The Gilroy Garlic Festival was an annual three-day event held at Christmas Hill Park. One of the nation's best-known food festivals, centered on garlic, it drew 80,000 to 100,000 visitors from around the country and was described as a family event. Located about 30 mi southeast of San Jose and the Silicon Valley area, Gilroy is home to about 60,000 people, and the city is a major producer of garlic. As Gilroy's top fundraising event, the Garlic Festival was staffed with volunteers to raise money for nonprofit groups, including clubs and schools. After its cancellation in 2020 due to the COVID-19 pandemic, a drive-through festival was held in 2021. The festival returned in 2025 after a three year hiatus.

==Shooting==
The shooting occurred during the 41st annual gathering of the festival on Sunday, July 28, 2019—its third and final day—shortly before the scheduled closing at 6:00 p.m. The gunman entered the festival by using bolt cutters to cut through a wire fence along Uvas Creek, thus evading security screening. Authorities stated that a WASR-10 semi-automatic rifle was used, a Romanian variant of the AK-47. It was equipped with a 75-round drum magazine. The gunman was also wearing a bulletproof vest and carrying five extra magazines of 40 rounds each.

The gunman opened fire on festival-goers near an inflatable slide, ultimately shooting 39 rounds. Eyewitnesses described a white man wearing a green shirt and a grayish handkerchief around his neck firing into the food area. Witnesses reported that he appeared to be firing at random. Jack van Breen, the lead singer of the local band TinMan (which was performing an encore when the shooting began) told KPIX-TV that he heard someone shout, "Why are you doing this?" The gunman's response was, "Because I'm really angry."

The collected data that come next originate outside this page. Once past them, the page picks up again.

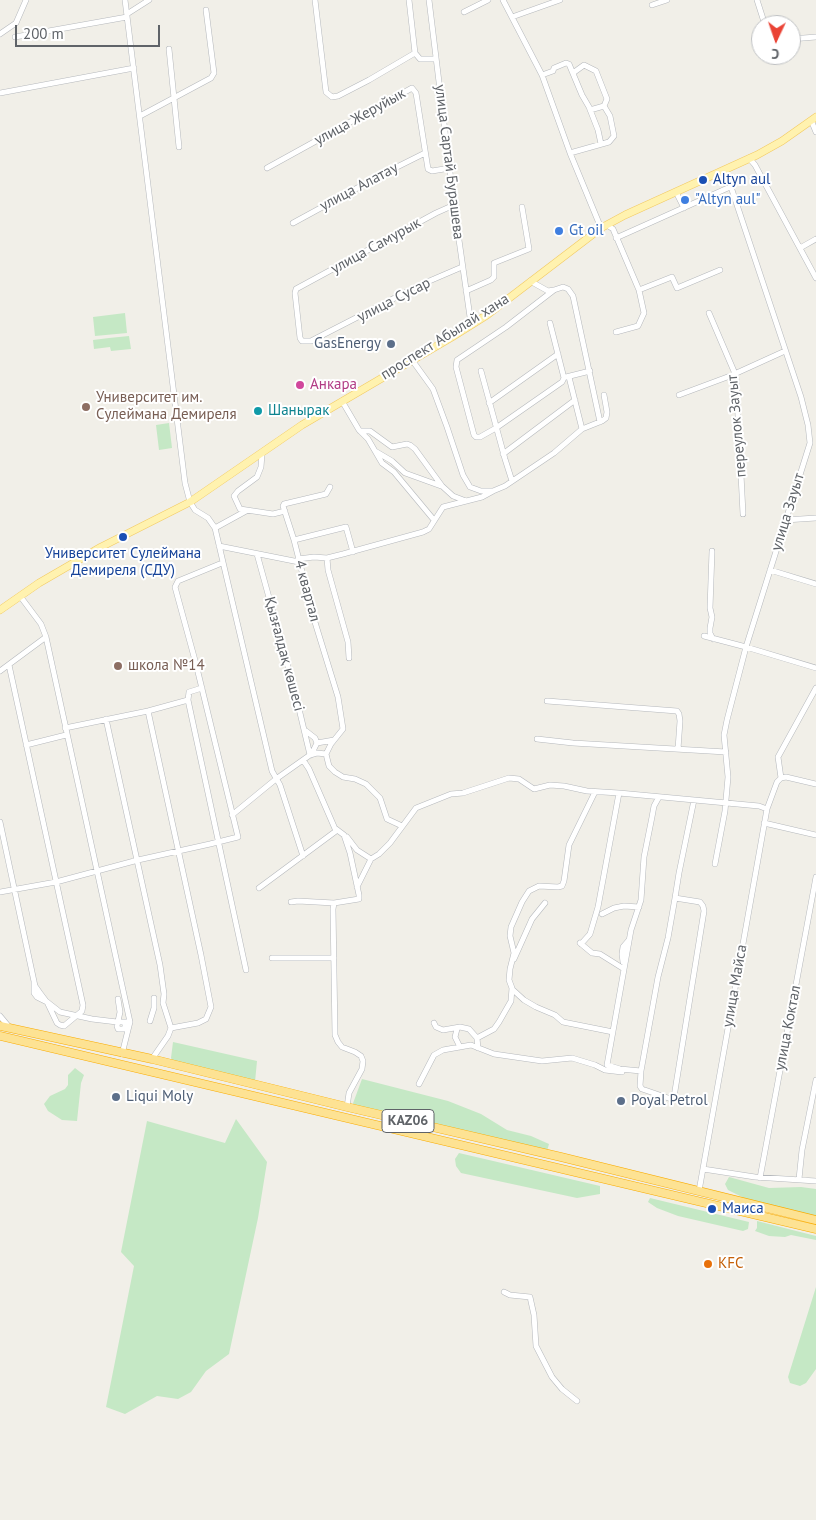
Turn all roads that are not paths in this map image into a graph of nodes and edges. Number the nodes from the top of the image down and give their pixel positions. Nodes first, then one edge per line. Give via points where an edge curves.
1 (26, 0) edge
2 (125, 0) edge
3 (149, 0) edge
4 (315, 0) edge
5 (409, 0) edge
6 (429, 0) edge
7 (488, 0) edge
8 (504, 0) edge
9 (560, 0) edge
10 (666, 0) edge
11 (757, 0) edge
12 (652, 5) dead end
13 (206, 10) dead end
14 (464, 12) dead end
15 (127, 15) junction
16 (762, 15) edge
17 (512, 17) junction
18 (0, 34) edge
19 (15, 37) dead end
20 (816, 37) edge
21 (801, 38) edge
22 (169, 49) dead end
23 (415, 53) junction
24 (435, 59) junction
25 (134, 68) junction
26 (573, 73) junction
27 (542, 75) junction
28 (0, 93) edge
29 (174, 98) junction
30 (604, 106) junction
31 (590, 110) junction
32 (140, 116) junction
33 (814, 119) edge
34 (816, 132) edge
35 (601, 144) junction
36 (179, 147) dead end
37 (425, 153) junction
38 (570, 153) junction
39 (749, 158) junction
40 (267, 168) dead end
41 (450, 168) junction
42 (725, 169) junction
43 (730, 187) junction
44 (676, 192) junction
45 (454, 205) junction
46 (522, 207) dead end
47 (684, 208) junction
48 (293, 223) dead end
49 (604, 226) junction
50 (616, 238) junction
51 (816, 238) edge
52 (800, 248) junction
53 (462, 267) junction
54 (720, 270) dead end
55 (816, 278) edge
56 (530, 281) junction
57 (298, 288) joint
58 (554, 290) junction
59 (639, 290) junction
60 (466, 291) junction
61 (709, 313) dead end
62 (550, 323) dead end
63 (471, 324) junction
64 (616, 332) dead end
65 (785, 351) junction
66 (558, 354) junction
67 (412, 360) junction
68 (481, 371) dead end
69 (590, 371) junction
70 (735, 373) junction
71 (566, 377) junction
72 (604, 395) dead end
73 (679, 395) dead end
74 (574, 400) junction
75 (342, 401) junction
76 (489, 402) junction
77 (600, 422) junction
78 (496, 428) junction
79 (582, 428) junction
80 (360, 431) junction
81 (375, 452) junction
82 (262, 454) junction
83 (504, 454) junction
84 (400, 470) junction
85 (512, 481) junction
86 (442, 486) junction
87 (330, 487) dead end
88 (406, 487) junction
89 (493, 491) junction
90 (468, 501) junction
91 (190, 502) junction
92 (239, 512) junction
93 (285, 512) junction
94 (744, 514) dead end
95 (816, 518) edge
96 (434, 520) junction
97 (785, 520) junction
98 (215, 528) junction
99 (294, 540) junction
100 (219, 546) junction
101 (712, 551) dead end
102 (353, 552) junction
103 (257, 554) junction
104 (327, 558) junction
105 (299, 560) junction
106 (222, 562) junction
107 (770, 570) junction
108 (816, 584) edge
109 (20, 596) junction
110 (0, 610) edge
111 (704, 636) dead end
112 (46, 637) junction
113 (713, 639) junction
114 (746, 647) junction
115 (350, 658) dead end
116 (8, 665) junction
117 (816, 668) edge
118 (0, 671) edge
119 (202, 688) junction
120 (816, 688) edge
121 (188, 700) junction
122 (547, 701) dead end
123 (148, 711) junction
124 (106, 719) junction
125 (65, 728) junction
126 (306, 731) junction
127 (66, 735) junction
128 (538, 739) dead end
129 (334, 740) junction
130 (317, 743) junction
131 (26, 744) junction
132 (678, 749) junction
133 (726, 752) junction
134 (326, 754) junction
135 (310, 755) junction
136 (304, 760) junction
137 (276, 779) junction
138 (779, 780) junction
139 (816, 784) edge
140 (595, 792) junction
141 (619, 793) junction
142 (659, 797) junction
143 (694, 800) junction
144 (726, 803) junction
145 (766, 809) junction
146 (232, 815) junction
147 (0, 822) edge
148 (764, 823) junction
149 (402, 826) junction
150 (336, 829) junction
151 (816, 834) edge
152 (344, 835) junction
153 (219, 842) junction
154 (178, 851) junction
155 (304, 856) junction
156 (371, 859) junction
157 (138, 860) junction
158 (716, 864) dead end
159 (96, 870) junction
160 (816, 877) edge
161 (56, 882) junction
162 (357, 886) junction
163 (259, 888) dead end
164 (14, 890) junction
165 (0, 892) edge
166 (675, 898) junction
167 (291, 902) dead end
168 (334, 903) junction
169 (545, 903) dead end
170 (639, 907) junction
171 (602, 914) dead end
172 (272, 958) dead end
173 (334, 958) junction
174 (512, 962) junction
175 (624, 967) junction
176 (246, 970) dead end
177 (512, 988) junction
178 (164, 994) junction
179 (118, 998) dead end
180 (154, 998) dead end
181 (47, 1002) junction
182 (154, 1008) junction
183 (0, 1016) edge
184 (77, 1016) junction
185 (150, 1021) dead end
186 (118, 1022) junction
187 (128, 1022) junction
188 (434, 1023) dead end
189 (0, 1026) edge
190 (10, 1028) junction
191 (171, 1028) junction
192 (457, 1029) junction
193 (613, 1032) junction
194 (0, 1036) edge
195 (477, 1038) junction
196 (460, 1047) junction
197 (478, 1048) junction
198 (122, 1054) junction
199 (152, 1060) junction
200 (632, 1070) junction
201 (641, 1071) junction
202 (816, 1080) edge
203 (419, 1084) dead end
204 (347, 1107) junction
205 (703, 1169) junction
206 (760, 1178) junction
207 (799, 1179) junction
208 (816, 1181) edge
209 (698, 1191) junction
210 (816, 1220) edge
211 (816, 1229) edge
212 (504, 1292) dead end
213 (577, 1401) dead end

1 - 18 street via 16,22
2 - 15 street
3 - 15 street
4 - 23 street via 326,92 332,97
5 - 23 street
6 - 24 street, улица Сартай Бурашева
7 - 14 street
8 - 17 street
9 - 17 street
10 - 12 street
11 - 16 street
13 - 29 street via 214,73 211,78
15 - 19 street
15 - 25 street
17 - 27 street
20 - 21 street
22 - 29 street
23 - 24 street via 420,59
24 - 41 street, улица Сартай Бурашева
25 - 28 street
25 - 32 street
26 - 27 street via 566,63
26 - 30 street via 584,65 596,71 607,99
26 - 31 street
27 - 38 street
29 - 32 street
29 - 36 street
30 - 31 street
30 - 35 street via 610,116 614,136
31 - 35 street
32 - 91 street via 185,483
33 - 34 street
33 - 39 main road, проспект Абылай хана
35 - 38 street
37 - 40 street, улица Жеруйык via 416,93 412,88
37 - 41 street, улица Жеруйык via 429,170
37 - 48 street, улица Алатау
38 - 49 street
39 - 42 main road, проспект Абылай хана
39 - 52 street
41 - 45 street, улица Сартай Бурашева
42 - 43 street, улица Зауыт
42 - 44 main road, проспект Абылай хана
43 - 47 street
43 - 65 street, улица Зауыт
44 - 47 street
44 - 49 main road, проспект Абылай хана
45 - 53 street, улица Сартай Бурашева
45 - 57 street, улица Самурык
46 - 60 street via 530,249 494,263 491,280
47 - 50 street
49 - 50 street via 613,229
49 - 56 main road, проспект Абылай хана
50 - 59 street
51 - 52 street
52 - 55 street
53 - 57 street, улица Сусар via 305,342 300,338 295,292
53 - 60 street, улица Сартай Бурашева
54 - 59 street via 677,288 672,277
56 - 58 street via 548,291
56 - 63 main road, проспект Абылай хана
58 - 69 street via 564,287 573,296
58 - 78 street via 456,362 474,435 480,437
59 - 64 street via 644,313 641,323
60 - 63 street, улица Сартай Бурашева
61 - 70 street, переулок Зауыт
62 - 66 street
63 - 67 main road, проспект Абылай хана
65 - 70 street
65 - 97 street, улица Зауыт via 801,397 810,443
66 - 71 street
66 - 76 street
67 - 75 main road, проспект Абылай хана
67 - 89 street via 433,389 470,487
68 - 76 street
69 - 71 street
69 - 77 street
70 - 73 street
70 - 94 street, переулок Зауыт
71 - 74 street
71 - 78 street via 558,386
72 - 77 street via 607,412 606,418
74 - 79 street
74 - 83 street
75 - 80 street
75 - 82 main road, проспект Абылай хана
76 - 78 street
77 - 79 street
78 - 83 street
79 - 85 street via 554,453
80 - 81 street
80 - 86 street via 370,431 392,447 407,444 415,448
81 - 84 street via 392,461
81 - 88 street
82 - 91 main road, проспект Абылай хана
82 - 92 street via 257,477 234,496
83 - 85 street
84 - 86 street
84 - 88 street
85 - 89 street
86 - 90 street via 453,496
87 - 93 street via 326,494 283,505
88 - 96 street
89 - 90 street
90 - 96 street via 443,507
91 - 98 street
91 - 109 main road, проспект Абылай хана via 101,546
92 - 93 street
92 - 98 street
93 - 99 street, 4 квартал
95 - 97 street
96 - 102 street via 423,532
97 - 107 street, улица Зауыт
98 - 100 street
99 - 102 street via 346,527
99 - 105 street, 4 квартал
100 - 103 street
100 - 106 street
101 - 113 street via 710,633
102 - 104 street
103 - 105 street
103 - 126 street, Қызғалдақ көшесі
104 - 105 street
104 - 115 street
105 - 129 street, 4 квартал via 338,697 343,729
106 - 119 street via 176,584
106 - 137 street
107 - 108 street
107 - 114 street, улица Зауыт
109 - 110 main road, проспект Абылай хана
109 - 112 street via 41,624
111 - 113 street
112 - 116 street
112 - 125 street
113 - 114 street
114 - 117 street
114 - 133 street, улица Зауыт via 724,735
116 - 118 street
116 - 131 street
119 - 121 street via 189,692
119 - 146 street
120 - 138 street via 778,757
121 - 123 street
121 - 153 street
122 - 132 street via 677,710
123 - 124 street
123 - 154 street
124 - 125 street
124 - 157 street
125 - 127 street
126 - 130 street
126 - 135 street, Қызғалдақ көшесі
127 - 131 street
127 - 159 street
128 - 132 street
129 - 130 street
129 - 134 street
130 - 135 street
131 - 161 street
132 - 133 street
133 - 144 street, улица Зауыт
134 - 135 street
134 - 149 street via 329,766 335,772 366,784 380,798 387,819
135 - 136 street
136 - 137 street
136 - 150 street
137 - 146 street
137 - 155 street
138 - 139 street via 786,777
138 - 145 street, улица Майса
140 - 141 street
140 - 149 street via 557,785 534,789 519,779 509,778 416,808
140 - 174 street via 569,845 562,886 539,886 529,891 522,902 511,927
141 - 142 street
141 - 175 street via 598,907 590,934 581,943
142 - 143 street
142 - 170 street via 653,810 644,857
143 - 144 street
143 - 166 street
144 - 145 street
144 - 158 street, улица Зауыт
145 - 148 street, улица Майса
146 - 153 street via 238,837
147 - 164 street
148 - 151 street
148 - 205 street, улица Майса
149 - 156 street via 390,843
150 - 152 street
150 - 155 street
152 - 156 street via 357,850
152 - 162 street
153 - 154 street
153 - 176 street
154 - 157 street
154 - 191 street via 202,955 210,1007 206,1020
155 - 163 street
156 - 162 street
157 - 159 street
157 - 178 street
159 - 161 street
159 - 187 street
160 - 206 street, улица Коктал
161 - 164 street
161 - 184 street via 83,1005
162 - 168 street via 359,899
164 - 165 street
164 - 181 street via 34,981
166 - 201 street
166 - 201 street via 700,902 704,911 674,1097 671,1099 645,1091 640,1086
167 - 168 street
168 - 173 street
169 - 174 street via 532,919
170 - 171 street via 624,906
170 - 175 street via 632,922
172 - 173 street
173 - 204 street via 335,1035 342,1047 356,1052 362,1061
174 - 177 street via 509,980
175 - 193 street
177 - 193 street via 524,1000 563,1022
177 - 195 street via 510,1001 499,1022 494,1029
178 - 182 street
178 - 191 street via 163,1003
179 - 186 street
180 - 182 street
181 - 184 street via 60,1012
181 - 184 street via 60,1025 64,1026
182 - 185 street
183 - 190 street
184 - 186 street
186 - 187 street
187 - 198 street
188 - 192 street via 443,1030
189 - 190 highway, KАZ06
190 - 198 highway, KАZ06
191 - 199 street
192 - 195 street via 470,1029
192 - 196 street via 455,1037
193 - 200 street via 607,1065
194 - 211 highway, KАZ06
195 - 197 street
196 - 197 street via 471,1045
196 - 203 street via 434,1055
197 - 200 street via 494,1054 542,1061 572,1058 605,1070
198 - 199 highway, KАZ06
199 - 204 highway, KАZ06
200 - 201 street
202 - 207 street
204 - 209 highway, KАZ06
205 - 206 street
205 - 209 street, улица Майса
206 - 207 street
207 - 208 street
209 - 210 highway, KАZ06
212 - 213 street via 530,1297 536,1346 552,1377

Police at the scene engaged him within a minute of the first shots being fired, firing 18 rounds and hitting the gunman several times. The police chief credited the fast response to a heavy police presence with "many, many officers in the park". The three officers were placed on administrative leave per standard procedures when they fire their service weapons in the line of duty. While initial reports indicated that the gunman was killed by the police, the Santa Clara County coroner reported on August 2 that the gunman died from a self-inflicted gunshot wound to the head by inserting the rifle into his mouth, after officers had already shot him multiple times.

Along with the Gilroy Police Department, the San Francisco Field Division of the Bureau of Alcohol, Tobacco, Firearms and Explosives and 30 FBI agents also responded to the scene.

==Victims==
Three people—Stephen Romero, age 6; Keyla Salazar, age 13; and Trevor Deon Irby, age 25—were killed, all by single gunshots to the torso. An additional 17 people were wounded.

The Santa Clara County Healthcare System's two hospitals treated 19 patients, including the gunman. Some were also treated but not admitted. The patients ranged in age from 12 to 69; 11 had gunshot injuries and eight had other injuries. Two victims were also reported hospitalized at Stanford Hospital.

==Perpetrator==
Santino William Legan (September 1999 – July 28, 2019), a 19-year-old man from Gilroy, was identified by authorities as the shooter. Police believe he acted alone. Legan spent most of his life in Gilroy and attended Monte Vista Christian School through his junior year and graduated from Gilroy High School, but in the months before the shooting lived in the remote town of Walker Lake in Mineral County, Nevada. He purchased the rifle used in the shooting in Fallon, Nevada, on July 9, three weeks before the festival. The possession and sale of the weapon are banned in California, but legal in Nevada.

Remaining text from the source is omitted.